Plans to improve the workforce, quality-of-life services and housing for developmentally disabled people in New York are one step closer to being finalized for the next five years.

The state Office for People With Developmental Disabilities (OPWDD) must submit its final 2023-2027 comprehensive plan to the Legislature and Gov. Kathy Hochul by Nov. 1.

Members of the state Assembly grilled OPWDD Commissioner Kerri Neifeld for hours during a public hearing in Albany on Tuesday.

"I see a list of destinations, not a roadmap on how to get there," said Assemblyman Thomas Abinanti, who chairs the People With Disabilities Committee. "The document they've done so far has a comprehensive list of concerns, but it's really very vague."

Addressing the health workforce staffing shortage is at the top of lawmakers' priority list to improve services for people with developmental disabilities.

Lawmakers are frustrated millions of dollars for pay raises and bonuses for health workers allocated in the 2022-23 state budget haven't been distributed. They allocated nearly $150 million for higher wages and $1.2 billion for the one-time bonuses more than five months ago.

"The Budget Office has to get moving a lot faster," said Abinanti, a Democrat from Greenburgh. "The Department of Health has to get this money out the door. We have a crisis — a workforce crisis."

Neifeld says the holdup is with other state agencies like the state Budget Division and Department of Health involved in negotiating pay rates with providers.

"The current COLA rollout is consistent with prior years in a normal process that is only new in its volume and intricacy," Budget Division spokesman Shams Tarek said in a statement Wednesday. "Some providers have already begun receiving increases and others are in process. Under the long-standing rate process, state agencies and the NYS Department of Health establish new rates for Medicaid services and these rates are ultimately approved by the NYS Division of the Budget and submitted to the Federal Centers for Medicare and Medicaid Services. The payment of health care worker bonuses – a massive program worth more than $1 billion for more than 800,000 New Yorkers – is also on track for planned fall distribution," Tarek added. "The first claiming window for bonuses closed on Sept. 2 and DOH is processing October payments to providers as expected and as communicated during negotiations with the Legislature." 

The Health Department referred to employer and employee eligibility information on its website about the NYS Health Care and Mental Hygiene Worker Bonus (HWB) Program and FAQs. The department is processing claims it received during the first vesting period. Employers must claim bonuses for their eligible employees within 30 days of each vesting period and must pay those bonuses within 30 days of receipt of payment.

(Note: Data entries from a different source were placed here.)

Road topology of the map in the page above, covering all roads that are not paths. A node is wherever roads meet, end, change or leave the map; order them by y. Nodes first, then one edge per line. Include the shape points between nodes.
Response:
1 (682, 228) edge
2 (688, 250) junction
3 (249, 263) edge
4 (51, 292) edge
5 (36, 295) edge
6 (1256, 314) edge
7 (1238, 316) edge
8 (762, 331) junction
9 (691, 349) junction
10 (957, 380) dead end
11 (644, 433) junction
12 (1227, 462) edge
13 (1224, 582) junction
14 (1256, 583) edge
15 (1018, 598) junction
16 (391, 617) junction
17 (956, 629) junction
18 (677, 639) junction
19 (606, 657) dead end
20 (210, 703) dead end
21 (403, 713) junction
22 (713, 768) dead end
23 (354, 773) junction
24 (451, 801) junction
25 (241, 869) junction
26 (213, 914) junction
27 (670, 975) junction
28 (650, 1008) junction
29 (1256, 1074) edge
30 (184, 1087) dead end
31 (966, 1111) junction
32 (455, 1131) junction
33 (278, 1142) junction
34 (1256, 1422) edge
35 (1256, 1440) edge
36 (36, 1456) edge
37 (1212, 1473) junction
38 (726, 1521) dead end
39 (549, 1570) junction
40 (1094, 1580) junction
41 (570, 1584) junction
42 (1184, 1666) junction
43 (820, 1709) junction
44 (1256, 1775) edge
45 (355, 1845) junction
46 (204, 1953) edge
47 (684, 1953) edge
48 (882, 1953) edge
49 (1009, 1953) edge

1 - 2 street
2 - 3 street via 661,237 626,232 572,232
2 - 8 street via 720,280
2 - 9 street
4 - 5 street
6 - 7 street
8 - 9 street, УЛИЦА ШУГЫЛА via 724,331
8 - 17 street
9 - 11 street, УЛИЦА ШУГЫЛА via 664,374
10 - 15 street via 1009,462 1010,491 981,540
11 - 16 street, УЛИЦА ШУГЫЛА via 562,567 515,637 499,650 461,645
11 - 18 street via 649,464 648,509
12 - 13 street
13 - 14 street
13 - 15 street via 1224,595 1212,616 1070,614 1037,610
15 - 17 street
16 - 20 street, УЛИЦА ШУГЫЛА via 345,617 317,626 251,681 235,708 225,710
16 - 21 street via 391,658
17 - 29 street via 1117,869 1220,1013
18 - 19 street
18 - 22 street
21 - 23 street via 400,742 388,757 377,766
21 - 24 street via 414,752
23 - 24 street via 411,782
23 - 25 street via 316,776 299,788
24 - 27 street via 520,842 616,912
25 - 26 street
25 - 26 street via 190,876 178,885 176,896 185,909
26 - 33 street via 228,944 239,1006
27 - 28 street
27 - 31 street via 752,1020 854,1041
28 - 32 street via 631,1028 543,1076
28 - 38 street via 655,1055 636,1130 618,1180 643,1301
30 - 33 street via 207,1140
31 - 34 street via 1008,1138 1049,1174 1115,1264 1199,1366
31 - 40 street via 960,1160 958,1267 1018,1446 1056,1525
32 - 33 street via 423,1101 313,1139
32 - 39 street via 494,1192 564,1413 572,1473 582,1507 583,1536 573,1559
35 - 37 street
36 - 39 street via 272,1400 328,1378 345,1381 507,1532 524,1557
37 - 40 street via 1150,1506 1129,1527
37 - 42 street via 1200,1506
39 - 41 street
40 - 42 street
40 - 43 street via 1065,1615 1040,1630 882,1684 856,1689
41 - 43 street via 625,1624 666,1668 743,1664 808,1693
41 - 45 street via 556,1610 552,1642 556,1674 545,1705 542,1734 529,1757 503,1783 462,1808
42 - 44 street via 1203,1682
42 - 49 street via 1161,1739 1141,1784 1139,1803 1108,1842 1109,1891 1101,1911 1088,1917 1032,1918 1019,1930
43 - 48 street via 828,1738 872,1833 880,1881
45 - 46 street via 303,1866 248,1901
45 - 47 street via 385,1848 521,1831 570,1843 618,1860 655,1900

Low pay for high-stress work and long hours has led to high turnover. The ongoing labor shortage contributes to a void in services for the developmentally disabled statewide.

OPWDD's draft plan shows facilities for the developmentally disabled in the state have 25% vacancies on average, with some having as high as 40% openings for employees.

"None of the parts of these plans, as great as they are, will work without a workforce," said Assemblywoman Taylor Darling, a Democrat from Hempstead.

Naomi Adam, a self-advocate, testified to lawmakers the department fails to help employ developmentally disabled people and doesn't ask for enough input from them.

"I have a college degree — I have training," she said. "I have skills. I have worked in the system. I get nothing... I get no support."

Abinanti said developmentally disabled people can help fill the workforce gaps. He also stressed the need to tackle the state's housing crisis for developmentally disabled people, including more housing options besides group homes.

"OPWDD's mission needs to be better fleshed out," Abinante said. "The agency needs to better supervise the private sector. It needs to fill in the gaps the private sector can't deal with and it needs to expand its focus to cover some areas where there's a huge gap."

Lawmakers urged the department to include specific annual benchmarks in the plan to address the issues and impact change, and not just list vague goals.

"We're seeing what happens when we put things aside and hope it works itself out," Darling said. "We are now in the space where I can't imagine the funding that we would have to invest right now to bring us whole."

Legislators plan to fight hard for more funding to support the workforce during budget negotiations this winter.

Several witnesses Tuesday said people with developmental disabilities and their families are often unaware of services available to them.

About 1-2% of the population has a developmental disability. That means between 200,000 and 400,000 New Yorkers could use OPWDD services of the state's population of 20 million.

Only 122,000 people are enrolled in the Department in the State, meaning hundreds of thousands go without the help or resources that could provide them with a better quality of life.